To be clear, I’ve known why; however, someone looking at my vita and seeing where I teach now and where I’ve taught before, and how long it’s been since I obtained my doctorate, might wonder.  Why now, after all this time?  So, I’d like to point that person to this essay by David Perry (thanks to my FB friend Kendra Leonard for linking to it), and in particular to this paragraph:

For me, the key was realizing that I was writing this book solely for myself. I believed I knew some things about history that were important and would contribute to a field of study to which I have dedicated much of my life. I believed that the best way to communicate my findings was via a long-form monograph, rather than chopped into discrete articles. I did not, and do not, expect this book to transform my career. A new study shows that perceptions of prestige matter at least as much as quality of work in terms of hiring at top jobs, so no matter what I write, those perceptions are static.

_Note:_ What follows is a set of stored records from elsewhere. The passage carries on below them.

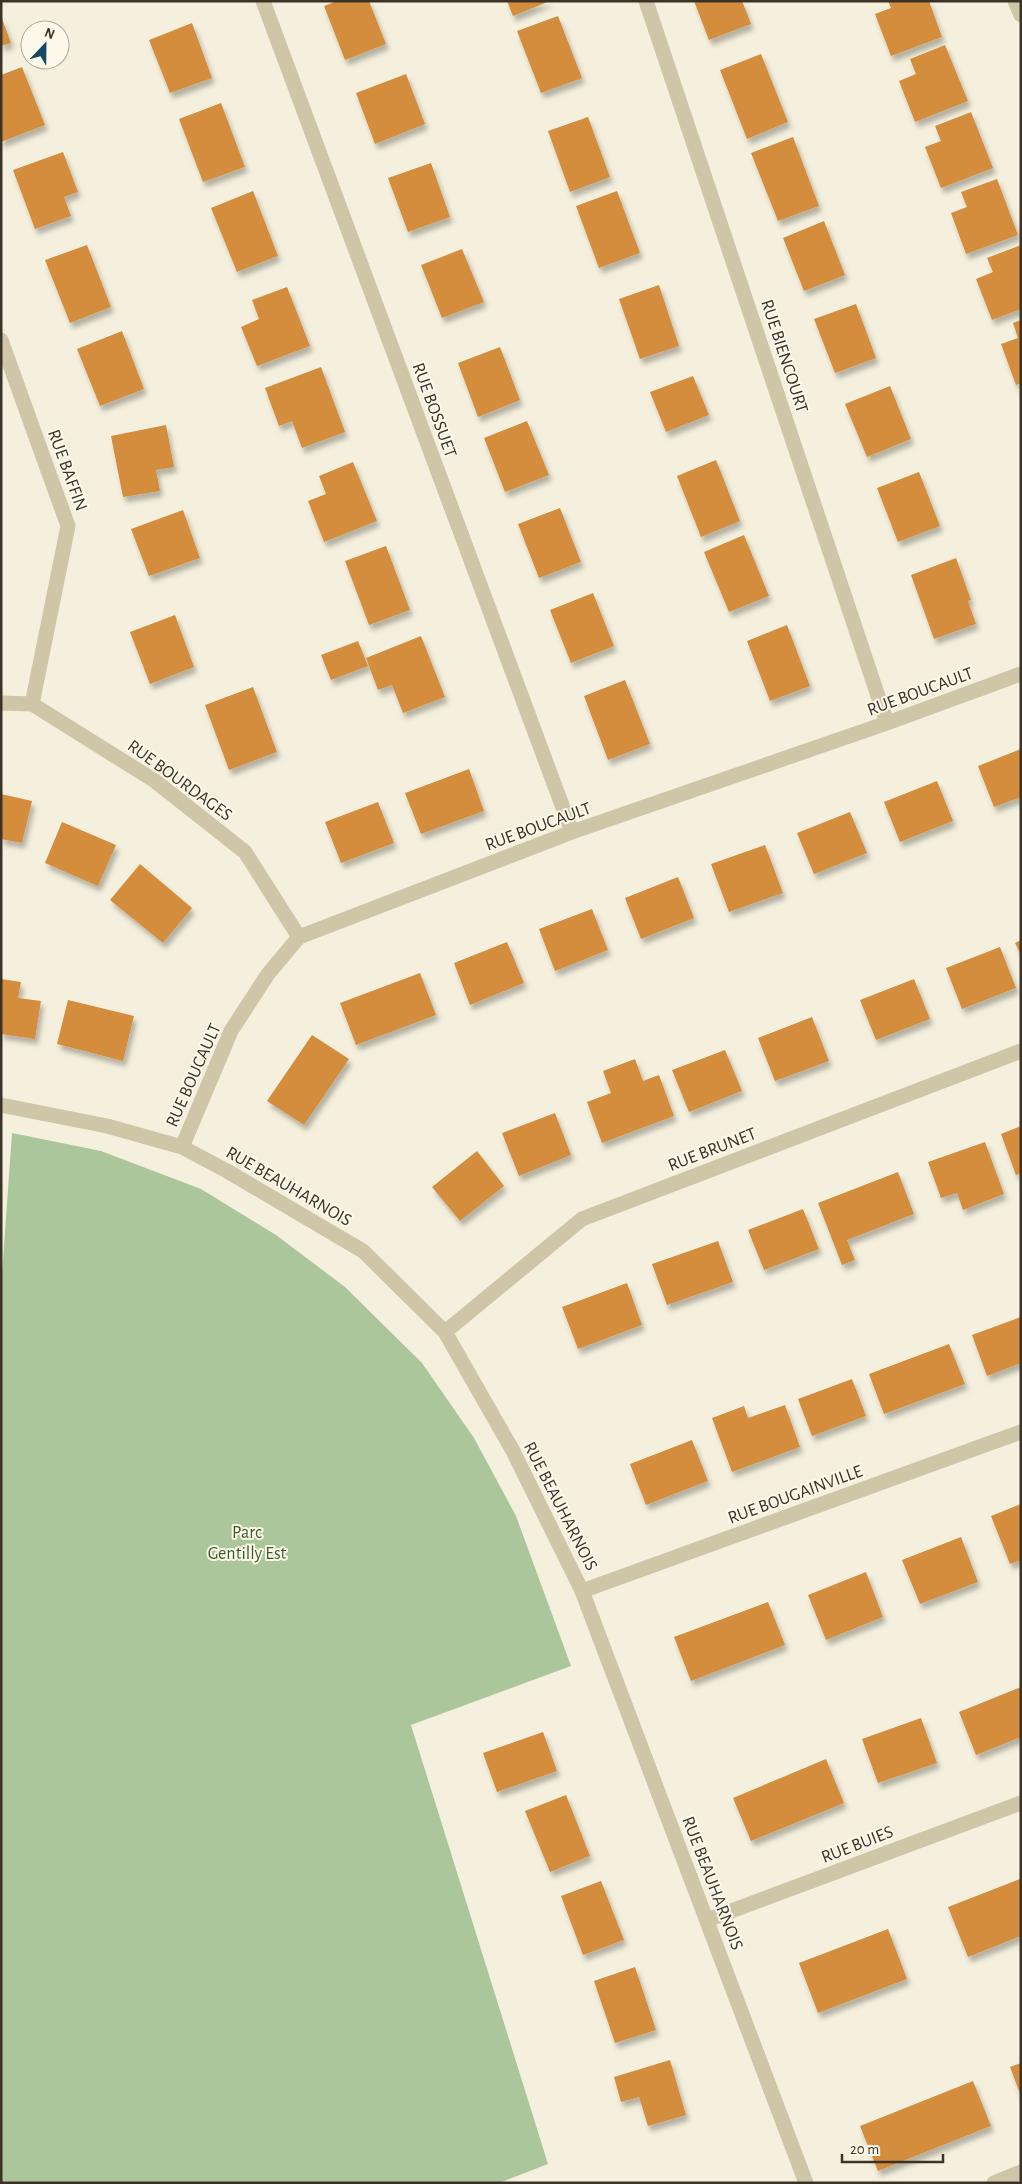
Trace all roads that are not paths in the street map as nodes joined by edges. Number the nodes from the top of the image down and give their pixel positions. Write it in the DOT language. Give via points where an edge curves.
graph roads {
  1 [pos="262,1"];
  2 [pos="646,1"];
  3 [pos="1015,1"];
  4 [pos="1021,16"];
  5 [pos="1,340"];
  6 [pos="1021,674"];
  7 [pos="1,703"];
  8 [pos="32,704"];
  9 [pos="887,723"];
  10 [pos="572,832"];
  11 [pos="299,937"];
  12 [pos="1021,1052"];
  13 [pos="1,1106"];
  14 [pos="182,1147"];
  15 [pos="446,1332"];
  16 [pos="1021,1432"];
  17 [pos="582,1591"];
  18 [pos="1021,1803"];
  19 [pos="707,1920"];
  20 [pos="1021,2172"];
  21 [pos="806,2183"];
  22 [pos="994,2183"];
  1 -- 10 [label="street, RUE BOSSUET"];
  2 -- 9 [label="street, RUE BIENCOURT"];
  3 -- 4 [label="street"];
  5 -- 8 [label="street, RUE BAFFIN" via="68,526"];
  6 -- 9 [label="street, RUE BOUCAULT"];
  7 -- 8 [label="street"];
  8 -- 11 [label="street, RUE BOURDAGES" via="155,781 245,852"];
  9 -- 10 [label="street, RUE BOUCAULT"];
  10 -- 11 [label="street, RUE BOUCAULT"];
  11 -- 14 [label="street, RUE BOUCAULT" via="268,974 231,1031"];
  12 -- 15 [label="street, RUE BRUNET" via="582,1219"];
  13 -- 14 [label="street, RUE BEAUHARNOIS" via="107,1126"];
  14 -- 15 [label="street, RUE BEAUHARNOIS" via="363,1251"];
  15 -- 17 [label="street, RUE BEAUHARNOIS" via="513,1452"];
  16 -- 17 [label="street, RUE BOUGAINVILLE"];
  17 -- 19 [label="street, RUE BEAUHARNOIS"];
  18 -- 19 [label="street, RUE BUIES"];
  19 -- 21 [label="street, RUE BEAUHARNOIS"];
  20 -- 22 [label="street"];
}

In addition to Perry’s discussion of the academic and professional aspects of things, I would add two things.  One, it’s been immensely gratifying to do some reading of recent work on culture in Latin America and find that, on the whole, my arguments that I’d made way back when in the diss.  seem germane to these recent discussions (when, I confess, I had my doubts as I was writing the thing).  This is important to me because, given the nature of the classes I teach at Butler, I get little space in the classroom to explore these ideas, and I really need that intellectual outlet.  The other thing I would add that has been true for me is I tell my students: they will be more engaged, if not happier writers if, whenever possible, they can think of their academic writing as a creative act, as a form of self-expression.  To put things delicately, because I’m not up against a deadline, it’s been easy to, um, become distracted from the task; when I am working diligently, though, I’m learning things I hadn’t known I believed about New World writing, and I’m having a pretty good time in the process (even when, as now, I’m in the middle of unsnarling a rather tangled section of the Columbus chapter).  I’d also add as a corollary that if we’re regularly engaged in writing and researching, we can speak from those experiences as we teach, counsel, and advise our students regarding their own writing.
So.  I’m doing this because, as Perry says of his own book,  I think I have something to contribute to discussions about the literatures and cultures of the Americas, and–just as importantly–I want to have some intellectual fun.  I would hope that others of you who find yourselves in similar circumstances can see your way clear to say the same thing about your work.